Daniel Conley, professor of biogeochemistry at Lund University, has been awarded the grant for a five-year project on diatoms in the ocean. Diatoms have a significant impact on the global biogeochemical cycles of carbon, silicon dioxide and other nutrients that regulate ocean productivity and, ultimately, the planet’s climate. Every day these small unicellular organisms absorb significant amounts of carbon from the air, more than double the amount released by the human use of fossil fuels.

In this new research project, Daniel Conley will investigate how the early evolution of diatoms approximately 250 million years ago affected the global cycles of both carbon and silicon, as well as other nutrients.

“We will contribute new insights into how the spread of diatoms had a fundamental impact on the ocean’s environment”, says Daniel Conley.

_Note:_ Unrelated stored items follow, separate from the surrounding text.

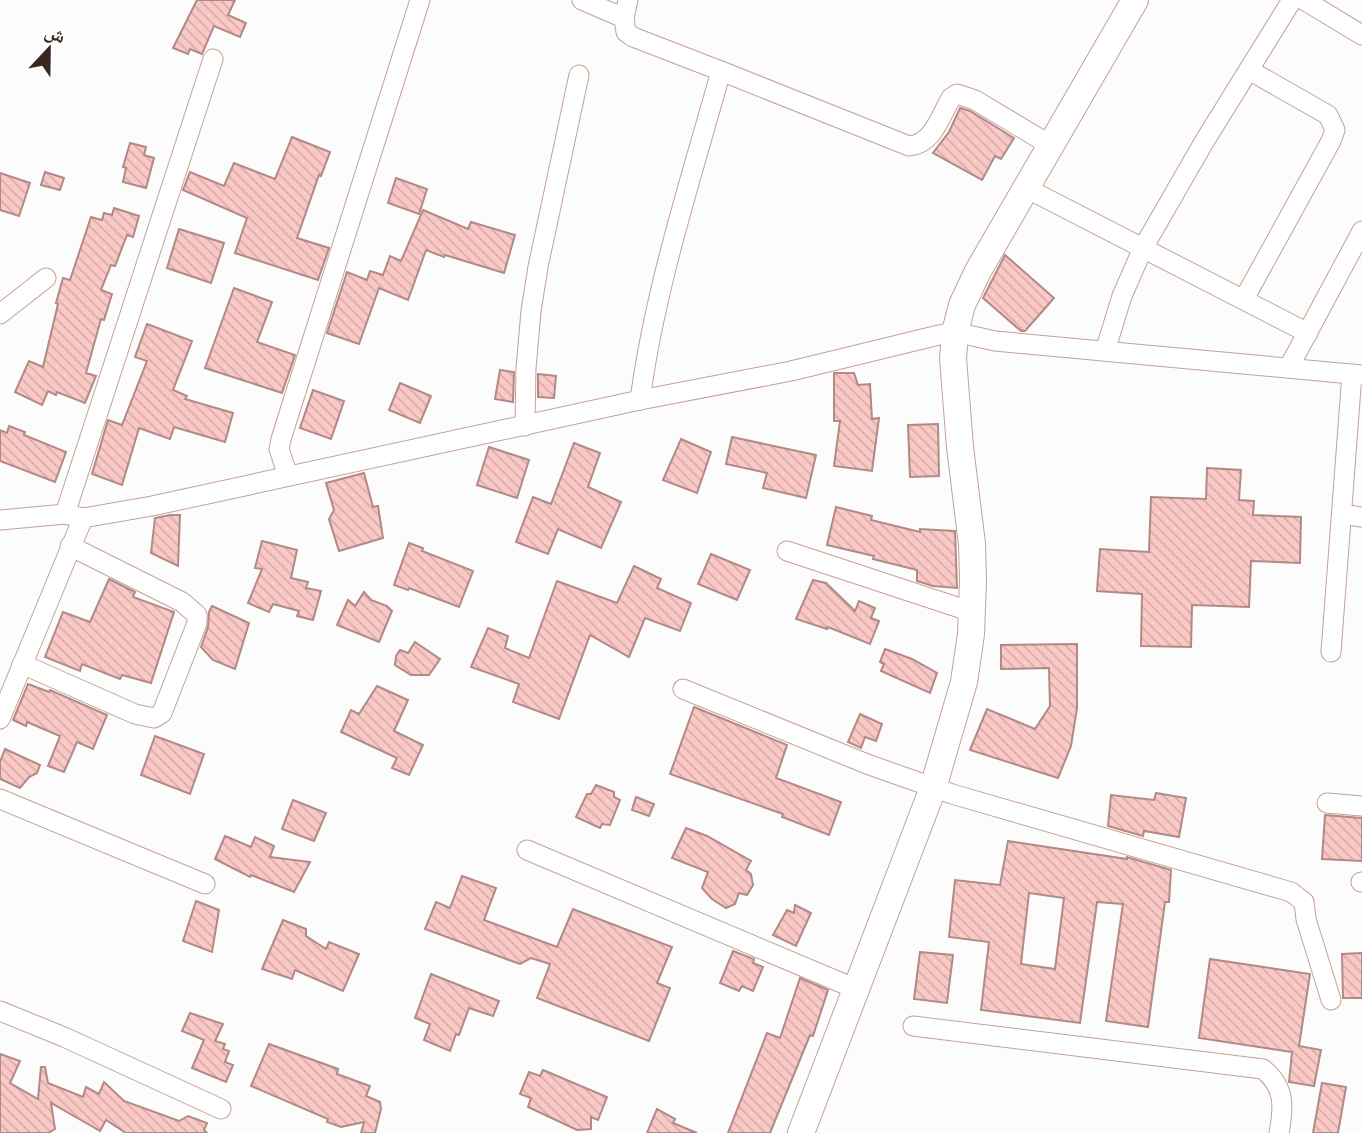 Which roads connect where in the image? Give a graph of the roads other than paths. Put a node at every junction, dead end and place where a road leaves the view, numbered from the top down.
1 (420, 0) edge
2 (582, 0) edge
3 (1135, 0) edge
4 (1292, 0) edge
5 (1304, 0) edge
6 (626, 9) edge
7 (1362, 35) edge
8 (213, 59) dead end
9 (1249, 70) junction
10 (721, 71) junction
11 (579, 75) dead end
12 (1050, 145) junction
13 (1026, 188) junction
14 (1362, 232) edge
15 (1143, 248) junction
16 (46, 278) dead end
17 (1244, 299) junction
18 (0, 314) edge
19 (955, 332) junction
20 (1308, 332) junction
21 (1105, 351) junction
22 (1289, 367) junction
23 (1357, 374) edge
24 (640, 400) junction
25 (525, 426) junction
26 (288, 476) junction
27 (1342, 513) junction
28 (74, 516) junction
29 (1362, 517) edge
30 (0, 520) edge
31 (70, 546) junction
32 (787, 551) dead end
33 (972, 612) junction
34 (1331, 652) dead end
35 (22, 664) junction
36 (683, 689) dead end
37 (0, 719) edge
38 (933, 788) junction
39 (0, 799) edge
40 (1327, 803) dead end
41 (1362, 806) edge
42 (527, 850) dead end
43 (205, 884) dead end
44 (856, 989) junction
45 (1331, 1000) dead end
46 (0, 1011) edge
47 (913, 1026) dead end
48 (222, 1109) dead end
49 (801, 1133) edge
50 (1279, 1133) edge

1 - 26 street
2 - 6 street
3 - 12 main road
4 - 9 street
5 - 7 street
6 - 10 street
8 - 28 street
9 - 15 street
9 - 17 street
10 - 12 street
10 - 24 street
11 - 25 street
12 - 13 main road
13 - 15 street
13 - 19 main road
14 - 20 street
15 - 17 street
15 - 21 street
16 - 18 street
17 - 20 street
19 - 21 street
19 - 24 street
19 - 33 main road
20 - 22 street
21 - 22 street
22 - 23 street
23 - 27 street
24 - 25 street
25 - 26 street
26 - 28 street
27 - 29 street
27 - 34 street
28 - 30 street
28 - 31 street
31 - 35 street
31 - 35 street
32 - 33 street
33 - 38 main road
35 - 37 street
36 - 38 street
38 - 44 main road
38 - 45 street
39 - 43 street
40 - 41 street
42 - 44 street
44 - 49 main road
46 - 48 street
47 - 50 street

Until now, the research community has not investigated this chain of events due to a lack of discoveries of diatom fossils in older bedrock. Instead, the focus has been on the more common fossil impressions of diatoms from the past 66 million years. However, molecular clocks indicate a much earlier development of diatoms, as early as after the large-scale mass extinction that affected most life on the planet approximately 250 million years ago.

“Now we are going to search for evidence of the early evolution of diatoms and also calculate the overall impact they had on global cycles”, says Daniel Conley.

Conley’s research on global cycles is now being rewarded for the second time in a short period. Last autumn, he was awarded just over SEK 34 million from the Knut and Alice Wallenberg Foundation for further work on global silicon cycles.